▸ **Task directions**
Return every record below exactly as written, but leave out the pictures.

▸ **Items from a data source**
----------------------------------------

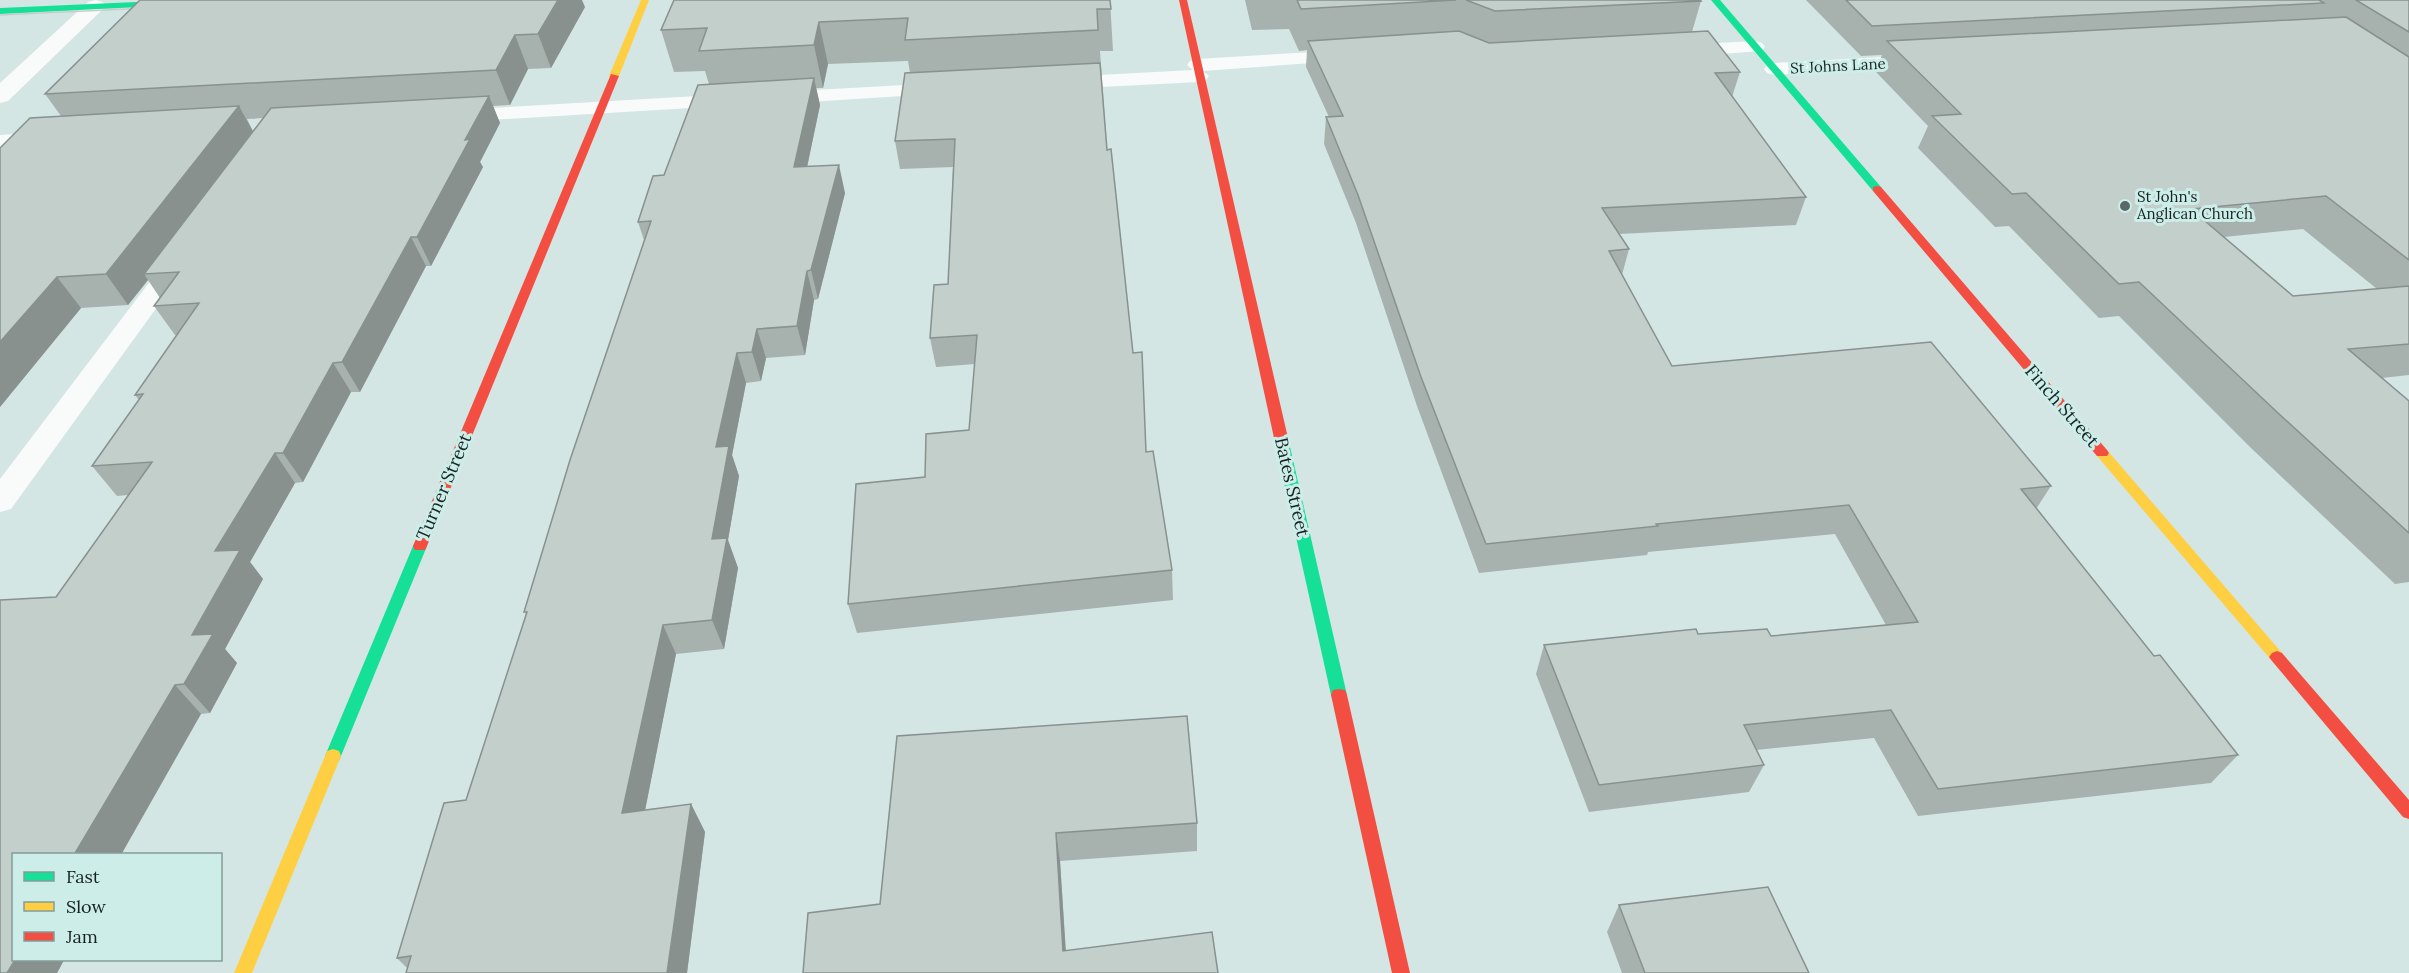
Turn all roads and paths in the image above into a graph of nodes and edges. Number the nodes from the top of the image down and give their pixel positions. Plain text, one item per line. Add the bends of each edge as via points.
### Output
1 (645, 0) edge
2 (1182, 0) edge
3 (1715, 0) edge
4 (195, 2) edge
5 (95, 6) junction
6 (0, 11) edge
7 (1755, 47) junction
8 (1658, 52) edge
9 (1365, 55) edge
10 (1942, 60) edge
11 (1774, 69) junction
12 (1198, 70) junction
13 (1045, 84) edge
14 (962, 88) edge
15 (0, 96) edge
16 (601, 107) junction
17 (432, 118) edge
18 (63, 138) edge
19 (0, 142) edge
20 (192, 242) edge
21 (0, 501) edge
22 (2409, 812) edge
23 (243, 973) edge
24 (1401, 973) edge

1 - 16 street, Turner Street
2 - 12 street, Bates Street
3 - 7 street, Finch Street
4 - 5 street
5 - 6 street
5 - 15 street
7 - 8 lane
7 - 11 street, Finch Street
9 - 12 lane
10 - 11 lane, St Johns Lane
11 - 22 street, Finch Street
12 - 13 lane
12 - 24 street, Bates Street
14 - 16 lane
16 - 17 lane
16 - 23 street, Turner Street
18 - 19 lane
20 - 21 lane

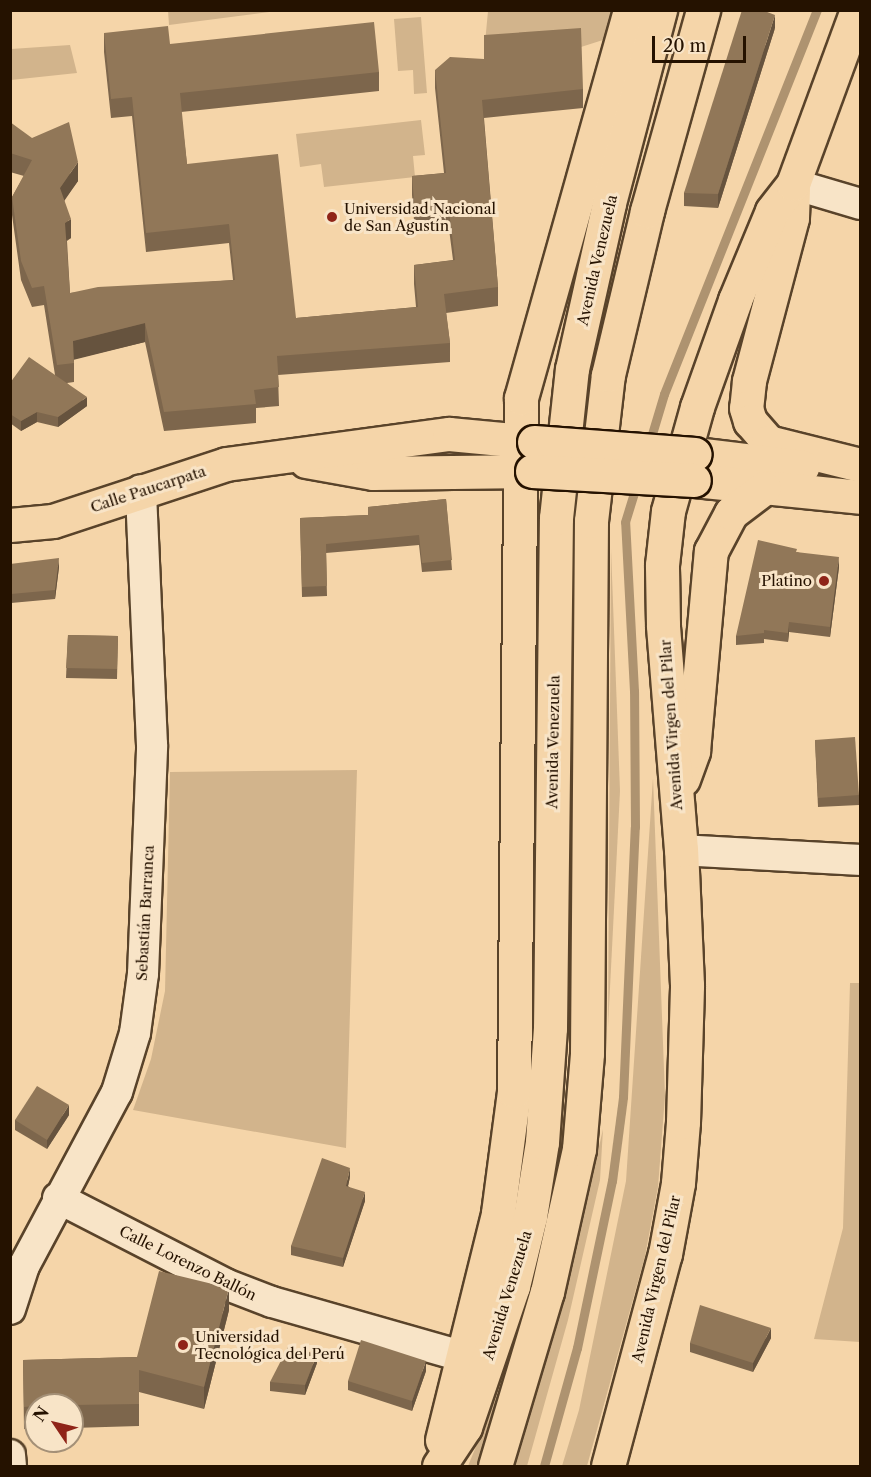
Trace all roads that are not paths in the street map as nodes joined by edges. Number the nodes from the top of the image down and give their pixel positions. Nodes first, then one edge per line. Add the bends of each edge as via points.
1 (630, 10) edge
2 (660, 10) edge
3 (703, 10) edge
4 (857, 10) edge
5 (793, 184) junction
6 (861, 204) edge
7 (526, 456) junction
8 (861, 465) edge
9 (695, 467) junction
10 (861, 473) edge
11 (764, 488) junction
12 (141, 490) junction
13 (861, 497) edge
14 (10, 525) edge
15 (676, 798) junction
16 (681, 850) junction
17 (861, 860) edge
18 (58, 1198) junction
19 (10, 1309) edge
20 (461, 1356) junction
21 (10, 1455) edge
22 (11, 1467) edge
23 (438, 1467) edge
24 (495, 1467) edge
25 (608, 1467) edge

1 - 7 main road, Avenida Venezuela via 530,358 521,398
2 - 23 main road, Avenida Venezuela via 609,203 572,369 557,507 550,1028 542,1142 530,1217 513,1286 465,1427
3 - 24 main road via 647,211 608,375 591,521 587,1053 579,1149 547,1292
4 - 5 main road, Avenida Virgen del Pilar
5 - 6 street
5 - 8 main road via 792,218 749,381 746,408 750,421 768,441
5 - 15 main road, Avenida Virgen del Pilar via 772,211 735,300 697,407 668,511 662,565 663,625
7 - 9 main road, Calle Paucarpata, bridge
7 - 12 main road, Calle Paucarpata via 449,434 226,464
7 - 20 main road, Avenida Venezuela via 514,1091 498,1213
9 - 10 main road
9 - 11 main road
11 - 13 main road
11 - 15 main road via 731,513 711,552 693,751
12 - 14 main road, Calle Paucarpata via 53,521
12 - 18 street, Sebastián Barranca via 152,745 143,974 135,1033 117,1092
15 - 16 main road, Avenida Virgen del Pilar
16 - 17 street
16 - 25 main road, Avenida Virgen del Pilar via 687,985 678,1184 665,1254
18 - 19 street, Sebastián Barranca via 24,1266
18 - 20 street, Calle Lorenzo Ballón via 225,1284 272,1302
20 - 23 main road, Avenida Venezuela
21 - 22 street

----------------------------------------

▸ **Task output**
Turn all roads and paths in the image above into a graph of nodes and edges. Number the nodes from the top of the image down and give their pixel positions. Plain text, one item per line. Add the bends of each edge as via points.
### Output
1 (645, 0) edge
2 (1182, 0) edge
3 (1715, 0) edge
4 (195, 2) edge
5 (95, 6) junction
6 (0, 11) edge
7 (1755, 47) junction
8 (1658, 52) edge
9 (1365, 55) edge
10 (1942, 60) edge
11 (1774, 69) junction
12 (1198, 70) junction
13 (1045, 84) edge
14 (962, 88) edge
15 (0, 96) edge
16 (601, 107) junction
17 (432, 118) edge
18 (63, 138) edge
19 (0, 142) edge
20 (192, 242) edge
21 (0, 501) edge
22 (2409, 812) edge
23 (243, 973) edge
24 (1401, 973) edge

1 - 16 street, Turner Street
2 - 12 street, Bates Street
3 - 7 street, Finch Street
4 - 5 street
5 - 6 street
5 - 15 street
7 - 8 lane
7 - 11 street, Finch Street
9 - 12 lane
10 - 11 lane, St Johns Lane
11 - 22 street, Finch Street
12 - 13 lane
12 - 24 street, Bates Street
14 - 16 lane
16 - 17 lane
16 - 23 street, Turner Street
18 - 19 lane
20 - 21 lane

Trace all roads that are not paths in the street map as nodes joined by edges. Number the nodes from the top of the image down and give their pixel positions. Nodes first, then one edge per line. Add the bends of each edge as via points.
1 (630, 10) edge
2 (660, 10) edge
3 (703, 10) edge
4 (857, 10) edge
5 (793, 184) junction
6 (861, 204) edge
7 (526, 456) junction
8 (861, 465) edge
9 (695, 467) junction
10 (861, 473) edge
11 (764, 488) junction
12 (141, 490) junction
13 (861, 497) edge
14 (10, 525) edge
15 (676, 798) junction
16 (681, 850) junction
17 (861, 860) edge
18 (58, 1198) junction
19 (10, 1309) edge
20 (461, 1356) junction
21 (10, 1455) edge
22 (11, 1467) edge
23 (438, 1467) edge
24 (495, 1467) edge
25 (608, 1467) edge

1 - 7 main road, Avenida Venezuela via 530,358 521,398
2 - 23 main road, Avenida Venezuela via 609,203 572,369 557,507 550,1028 542,1142 530,1217 513,1286 465,1427
3 - 24 main road via 647,211 608,375 591,521 587,1053 579,1149 547,1292
4 - 5 main road, Avenida Virgen del Pilar
5 - 6 street
5 - 8 main road via 792,218 749,381 746,408 750,421 768,441
5 - 15 main road, Avenida Virgen del Pilar via 772,211 735,300 697,407 668,511 662,565 663,625
7 - 9 main road, Calle Paucarpata, bridge
7 - 12 main road, Calle Paucarpata via 449,434 226,464
7 - 20 main road, Avenida Venezuela via 514,1091 498,1213
9 - 10 main road
9 - 11 main road
11 - 13 main road
11 - 15 main road via 731,513 711,552 693,751
12 - 14 main road, Calle Paucarpata via 53,521
12 - 18 street, Sebastián Barranca via 152,745 143,974 135,1033 117,1092
15 - 16 main road, Avenida Virgen del Pilar
16 - 17 street
16 - 25 main road, Avenida Virgen del Pilar via 687,985 678,1184 665,1254
18 - 19 street, Sebastián Barranca via 24,1266
18 - 20 street, Calle Lorenzo Ballón via 225,1284 272,1302
20 - 23 main road, Avenida Venezuela
21 - 22 street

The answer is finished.